While it may be tempting to point out that the FT’s criticism of Piketty’s data is favorable to its moneyed readership (The Economist also initially blasted Piketty’s book for being “blinkered in its focus on taxing the rich”), Giles told Newsweek he did not in any way seek to attack Piketty’s book. He says he stumbled on a discrepancy between the concentration of wealth described for the U.K. in Piketty’s book and what was reported in the nation’s official statistics while writing a story on Britain’s distribution of wealth earlier this month.
As any good journalist would do, he dug further and found what he believes to be a number of problems with Piketty’s data, which he detailed at length here.

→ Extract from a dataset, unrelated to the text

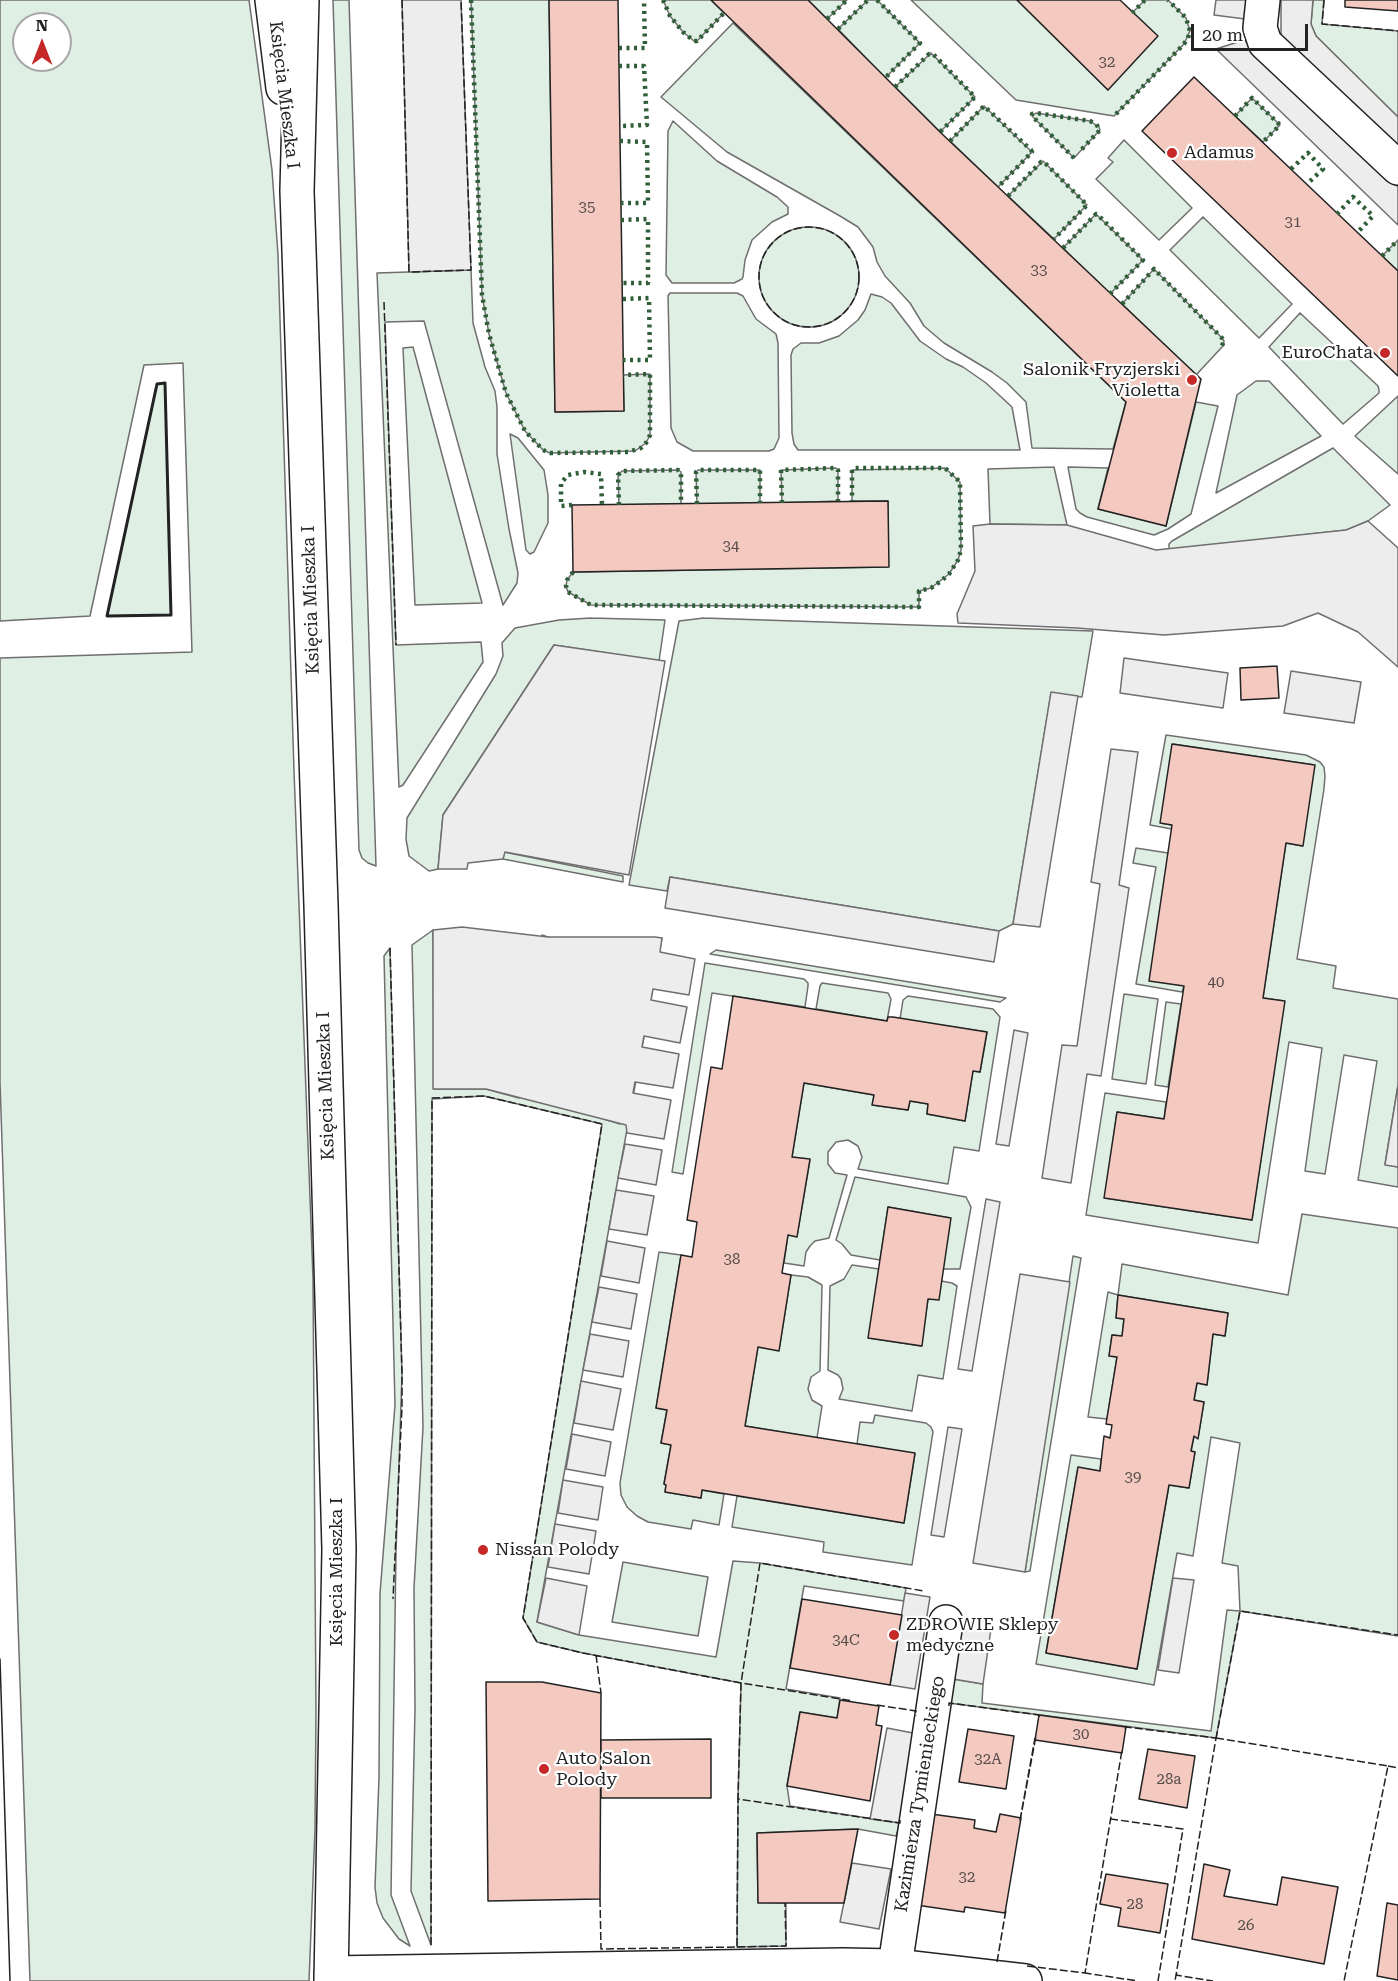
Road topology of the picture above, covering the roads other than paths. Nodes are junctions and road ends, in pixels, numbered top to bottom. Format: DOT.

The centerpiece of Giles’s argument may also need closer examination, though. In the piece, Giles states that Piketty cited a figure showing the top 10 percent of British people held 71 percent of total national wealth, but that the U.K.’s Office of National Statistics put that figure at only 44 percent.
According to the Office of National Statistics, however, the Wealth and Assets Survey that Giles believes Piketty should have used as the basis for his research on wealth inequality in the U.K., has collected data since 2006 and is still in what it tells Newsweek is an “experimental” stage.
In other words, these figures, according to the office doing the survey, are not yet ready for prime time.
Giles told Newsweek he did not think the U.K. data should be assumed to be of lesser quality just because it is new and experimental—but he also did not appear to know this fact about the data and said he would “look into it.” He added that it does not change the fact that Piketty appears to use numbers that cannot be sourced or may have cherry-picked the data or used data out of context.
Despite the knee-jerk reactions seen across the blogosphere over the weekend, it seems clear the full nuances of these data must be examined further. To be sure, detailed and transparent data on the super-rich are hard to come by and part of the reason for the debate, as well as the U.K.’s efforts to begin to collect more data through its new Wealth and Assets Survey.
That said, the risks of an over-reliance on data, from cherry-picking data sets to how the data is gathered, weighed and presented, is hardly new. In the era of Big Data and heightened access to it, it is tantalizing and fashionable to rely on data as the last arbiter of all arguments, but how data is contextualized and analyzed remains a major stumbling block on the way to absolute truths.
Perhaps data, if correct, cannot lie, but liars will figure, as the aphorism goes. And the collection, conveyance and interpretation of such figures can be boundless.
As Carroll D. Wright, one of the many possible sources of that quote (not to mention Civil War commander Charles H. Grosvenor and Mark Twain) and a top statistician employed by the United States in the late 19th century, said: “It is our duty, as practical statisticians, to prevent the liar from figuring. In other words, to prevent him from perverting the truth, in the interest of some theory he wishes to establish.”
Yet, in the era of Big Data, that is exactly what we see happening with data, again and again.